Oligomer-Aβ42 suppress glioma progression via potentiating phagocytosis of microglia

Aims

Glioma is characterized by an immunosuppressed environment and a poor prognosis. The accumulation of Amyloid β (Aβ) leads to an active environment during the early stages of Alzheimer's disease (AD). Aβ is also present in glioma tissues; however, the biological and translational implications of Aβ in glioma are elusive.

Methods

Immunohistochemical (IHC) staining, Kaplan–Meier (KM) survival analysis and Cox regression analysis on a cohort of 79 patients from our institution were performed to investigate the association between Aβ and the malignancy of glioma. Subsequently, the potential of oligomer-Aβ42 (OAβ42) to inhibit glioma growth was investigated in vivo and in vitro. Immunofluorescence staining and phagocytosis assays were performed to evaluate the activation of microglia.
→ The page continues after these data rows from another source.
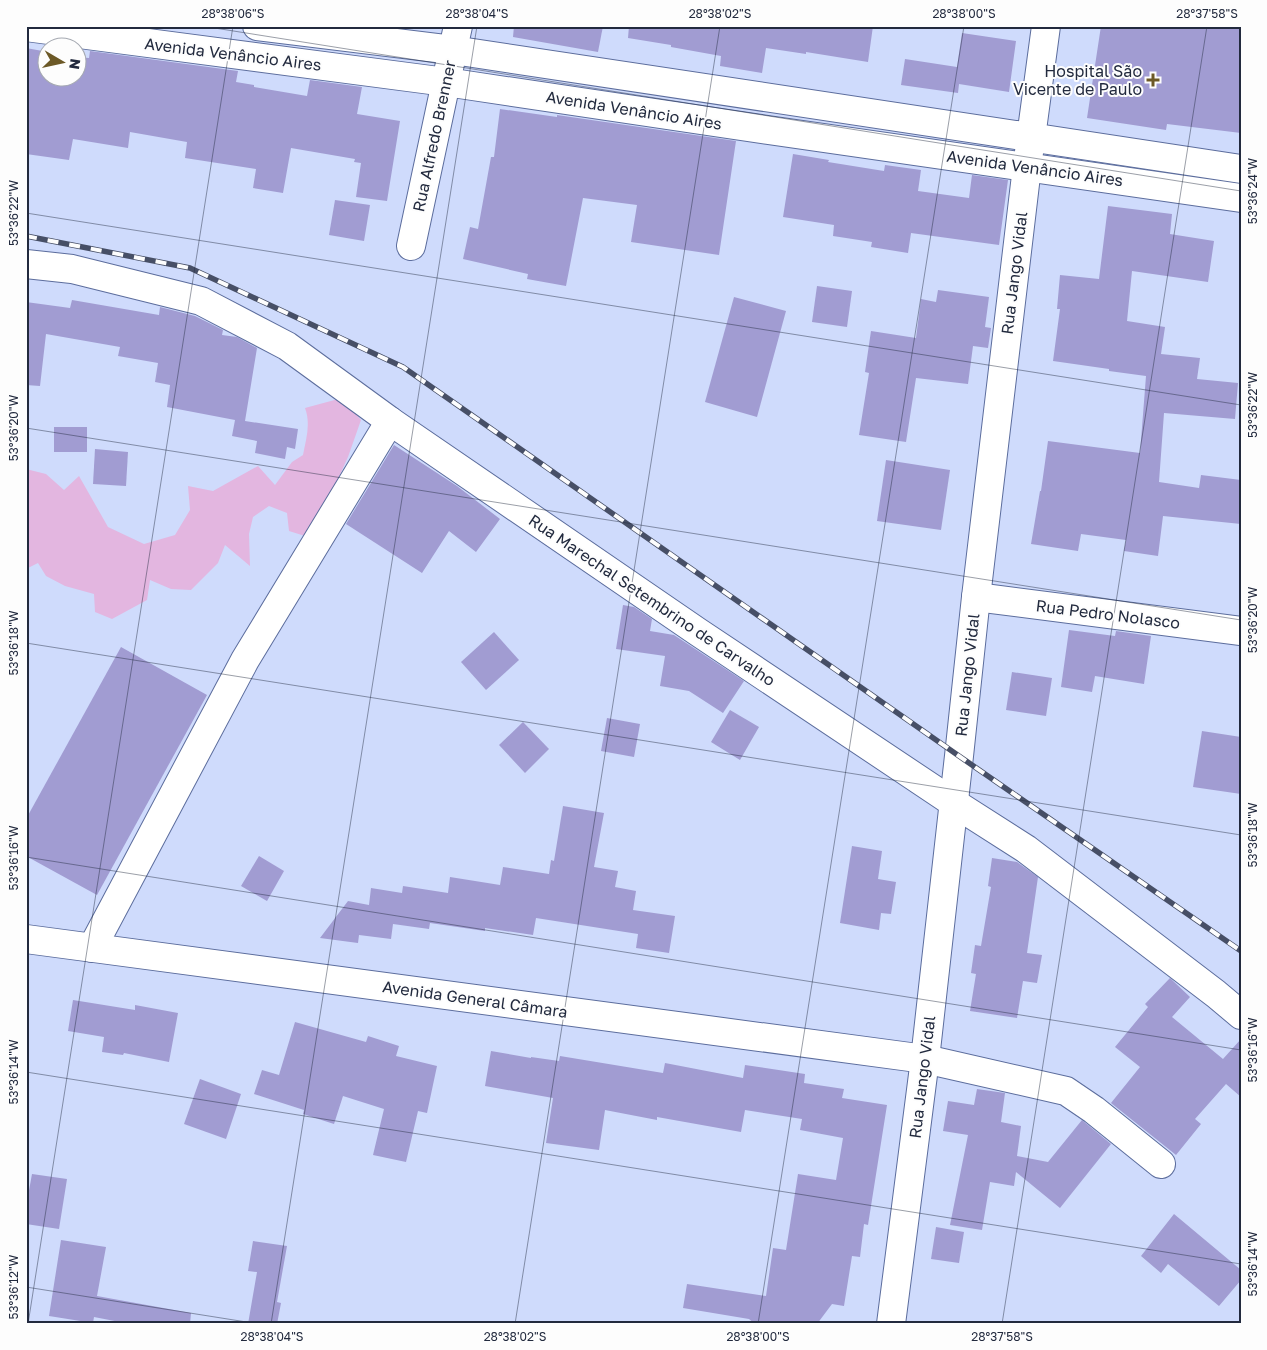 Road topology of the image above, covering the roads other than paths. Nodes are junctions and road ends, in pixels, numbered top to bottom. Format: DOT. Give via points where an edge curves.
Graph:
graph roads {
  1 [pos="257,26"];
  2 [pos="1046,26"];
  3 [pos="26,27"];
  4 [pos="99,32"];
  5 [pos="455,38"];
  6 [pos="446,82"];
  7 [pos="774,98"];
  8 [pos="768,130"];
  9 [pos="1031,138"];
  10 [pos="1026,167"];
  11 [pos="1241,169"];
  12 [pos="1241,198"];
  13 [pos="411,246"];
  14 [pos="26,264"];
  15 [pos="390,422"];
  16 [pos="976,597"];
  17 [pos="1241,631"];
  18 [pos="954,804"];
  19 [pos="26,939"];
  20 [pos="92,948"];
  21 [pos="1241,1015"];
  22 [pos="925,1059"];
  23 [pos="1161,1164"];
  24 [pos="891,1324"];
  1 -- 5 [label="street, Avenida Venâncio Aires"];
  2 -- 9 [label="street, Rua Jango Vidal"];
  3 -- 4 [label="street, Avenida Venâncio Aires"];
  4 -- 6 [label="street, Avenida Venâncio Aires"];
  5 -- 6 [label="street, Rua Alfredo Brenner"];
  5 -- 7 [label="street, Avenida Venâncio Aires"];
  6 -- 8 [label="street, Avenida Venâncio Aires"];
  6 -- 13 [label="street, Rua Alfredo Brenner"];
  7 -- 8 [label="street"];
  7 -- 9 [label="street, Avenida Venâncio Aires"];
  8 -- 10 [label="street, Avenida Venâncio Aires"];
  9 -- 10 [label="street, Rua Jango Vidal"];
  9 -- 11 [label="street, Avenida Venâncio Aires"];
  10 -- 12 [label="street, Avenida Venâncio Aires"];
  10 -- 16 [label="street, Rua Jango Vidal"];
  14 -- 15 [label="street, Rua Marechal Setembrino de Carvalho" via="72,269 201,301 287,346"];
  15 -- 18 [label="street, Rua Marechal Setembrino de Carvalho"];
  15 -- 20 [label="street" via="245,660"];
  16 -- 17 [label="street, Rua Pedro Nolasco"];
  16 -- 18 [label="street, Rua Jango Vidal"];
  18 -- 21 [label="street, Rua Marechal Setembrino de Carvalho" via="1026,849"];
  18 -- 22 [label="street, Rua Jango Vidal"];
  19 -- 20 [label="street, Avenida General Câmara"];
  20 -- 22 [label="street, Avenida General Câmara"];
  22 -- 23 [label="street, Avenida General Câmara" via="1066,1091"];
  22 -- 24 [label="street, Rua Jango Vidal"];
} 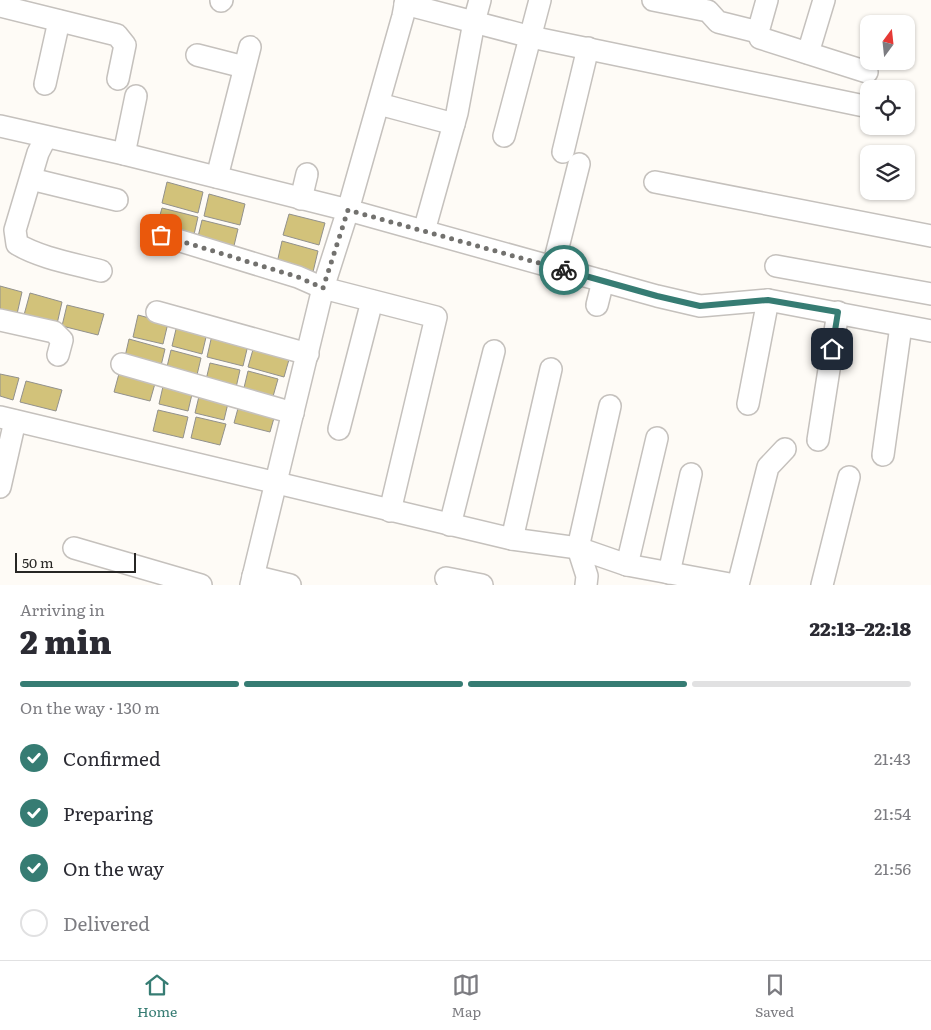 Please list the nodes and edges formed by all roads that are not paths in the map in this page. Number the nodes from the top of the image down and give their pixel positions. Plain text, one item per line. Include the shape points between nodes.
1 (480, 0) edge
2 (540, 0) edge
3 (653, 0) edge
4 (767, 0) edge
5 (824, 0) edge
6 (405, 2) edge
7 (709, 5) edge
8 (0, 6) edge
9 (59, 21) junction
10 (474, 22) junction
11 (758, 32) junction
12 (531, 37) junction
13 (250, 47) dead end
14 (588, 48) junction
15 (808, 53) junction
16 (197, 55) dead end
17 (244, 67) junction
18 (867, 72) dead end
19 (118, 79) dead end
20 (45, 84) dead end
21 (136, 96) dead end
22 (379, 104) junction
23 (860, 105) edge
24 (454, 124) junction
25 (0, 126) edge
26 (504, 136) dead end
27 (46, 137) junction
28 (124, 154) junction
29 (307, 174) dead end
30 (217, 177) junction
31 (30, 178) junction
32 (655, 182) dead end
33 (301, 199) junction
34 (117, 200) dead end
35 (348, 210) junction
36 (424, 231) junction
37 (161, 235) dead end
38 (931, 236) edge
39 (776, 266) dead end
40 (553, 267) junction
41 (101, 271) dead end
42 (603, 281) junction
43 (323, 288) junction
44 (931, 294) edge
45 (768, 300) junction
46 (372, 301) junction
47 (597, 305) dead end
48 (157, 312) dead end
49 (838, 312) junction
50 (0, 320) edge
51 (902, 326) junction
52 (931, 331) edge
53 (494, 351) dead end
54 (308, 354) junction
55 (58, 355) dead end
56 (122, 364) dead end
57 (551, 369) dead end
58 (748, 404) dead end
59 (610, 406) dead end
60 (293, 413) junction
61 (8, 419) edge
62 (339, 429) dead end
63 (657, 438) dead end
64 (818, 440) dead end
65 (785, 449) dead end
66 (883, 455) dead end
67 (691, 474) dead end
68 (849, 477) dead end
69 (275, 484) junction
70 (0, 487) edge
71 (390, 510) junction
72 (450, 525) junction
73 (512, 539) junction
74 (74, 548) dead end
75 (578, 548) junction
76 (627, 565) junction
77 (446, 578) dead end
78 (676, 578) edge
79 (252, 581) edge
80 (201, 585) edge
81 (290, 585) edge
82 (482, 585) edge
83 (586, 585) edge
84 (737, 585) edge
85 (822, 585) edge

1 - 10 street
2 - 12 street
3 - 7 street
4 - 11 street
5 - 15 street
6 - 10 street
6 - 22 street
7 - 11 street via 718,22
8 - 9 street
9 - 19 street via 117,35 125,46
9 - 20 street
10 - 12 street
10 - 24 street
11 - 15 street via 760,38
12 - 14 street
12 - 26 street
13 - 17 street
14 - 23 street
14 - 40 street
15 - 18 street
16 - 17 street
17 - 30 street
21 - 28 street
22 - 24 street
22 - 35 street
24 - 36 street
25 - 27 street
27 - 28 street
27 - 31 street
28 - 30 street
29 - 33 street
30 - 33 street
31 - 34 street
31 - 41 street via 15,230 17,244 38,254
32 - 38 street
33 - 35 street
35 - 36 street
35 - 43 street
36 - 40 street
37 - 43 street via 298,277
39 - 44 street
40 - 42 street
42 - 45 street via 700,306
42 - 47 street
43 - 46 street
43 - 54 street
45 - 49 street
45 - 58 street
46 - 62 street
46 - 71 street via 436,317
48 - 54 street
49 - 51 street
49 - 64 street
50 - 55 street via 54,332 62,340
51 - 52 street
51 - 66 street
53 - 72 street
54 - 60 street
56 - 60 street
57 - 73 street
59 - 75 street
60 - 69 street
61 - 69 street
61 - 70 street
63 - 76 street
65 - 84 street via 768,467
67 - 78 street
68 - 85 street
69 - 71 street
69 - 79 street
71 - 72 street
72 - 73 street
73 - 75 street
74 - 80 street
75 - 76 street
75 - 83 street via 587,576
76 - 78 street
77 - 82 street
78 - 84 street
79 - 81 street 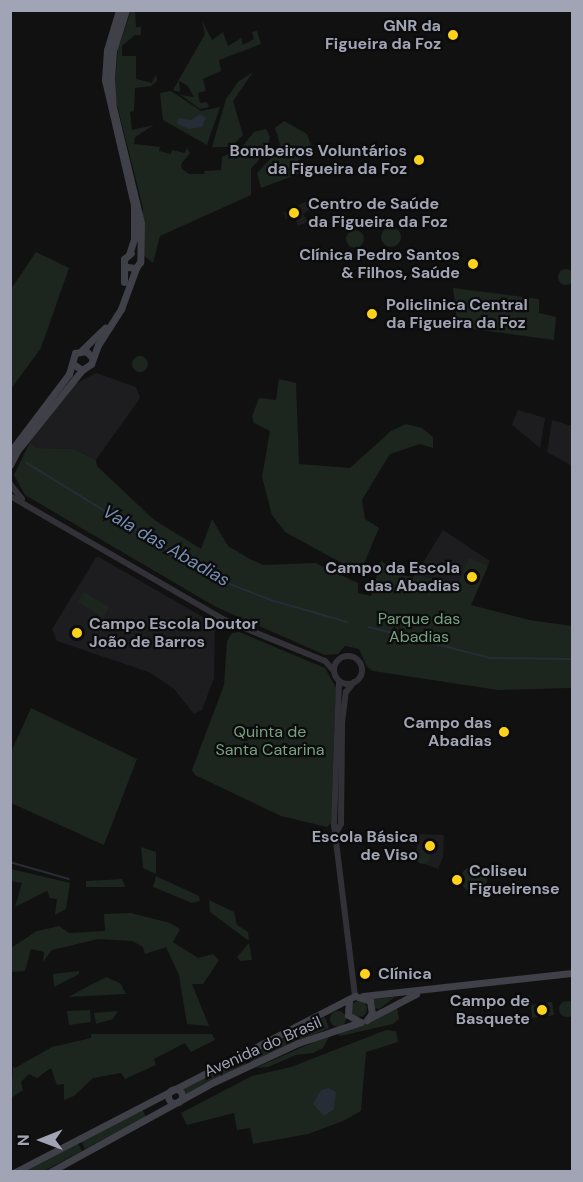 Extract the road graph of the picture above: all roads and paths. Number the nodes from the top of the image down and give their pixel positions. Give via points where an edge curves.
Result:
1 (120, 10) edge
2 (126, 10) edge
3 (129, 254) junction
4 (138, 256) junction
5 (127, 267) junction
6 (136, 268) junction
7 (82, 350) junction
8 (92, 357) junction
9 (73, 364) junction
10 (82, 370) junction
11 (10, 452) edge
12 (10, 465) edge
13 (10, 484) edge
14 (10, 496) edge
15 (22, 500) junction
16 (325, 661) junction
17 (337, 661) junction
18 (334, 671) junction
19 (339, 681) junction
20 (354, 682) junction
21 (337, 831) junction
22 (573, 973) edge
23 (419, 992) junction
24 (357, 997) junction
25 (364, 1021) junction
26 (171, 1090) junction
27 (178, 1103) junction
28 (19, 1171) edge
29 (50, 1172) edge

1 - 3 main road via 107,50 105,80 134,205 134,238
2 - 4 main road via 113,51 111,80 113,107 139,204
3 - 4 main road
3 - 5 main road via 124,260
4 - 6 main road
5 - 6 main road
5 - 7 main road via 117,308 94,342
6 - 8 main road via 121,309
7 - 8 main road
7 - 9 main road via 73,356
8 - 10 main road via 91,364
9 - 10 main road
9 - 11 main road
10 - 12 main road
13 - 15 street
14 - 15 street
15 - 16 street via 225,620
16 - 17 street
16 - 18 street
17 - 18 street
17 - 20 street via 350,656 359,662 362,672
18 - 19 street
19 - 20 street
19 - 21 street
20 - 21 street via 346,692 342,723 341,824
21 - 24 street
22 - 23 main road
23 - 24 main road
23 - 25 main road, Avenida do Brasil
24 - 25 main road via 372,1009
24 - 25 main road via 348,1015
24 - 26 main road, Avenida do Brasil
25 - 27 main road, Avenida do Brasil via 298,1043
26 - 27 main road via 181,1092
26 - 28 main road, Avenida do Brasil
27 - 29 main road, Avenida do Brasil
Finally, RNA-seq was utilized to identify the predominant signaling involved in this process and in vitro studies were performed to validate them.

Results

A positive correlation between Aβ and a favorable prognosis was observed in glioma. Furthermore, OAβ42 suppressed glioma growth by enhancing the phagocytic activity of microglia. Insulin-like growth factor 1 (IGF-1) secreted by OAβ42-activated microglia was essential in the engulfment process.

Conclusion

Our study proved an anti-glioma effect of Aβ, and microglia could serve as a cellular target for treating glioma with OAβ42.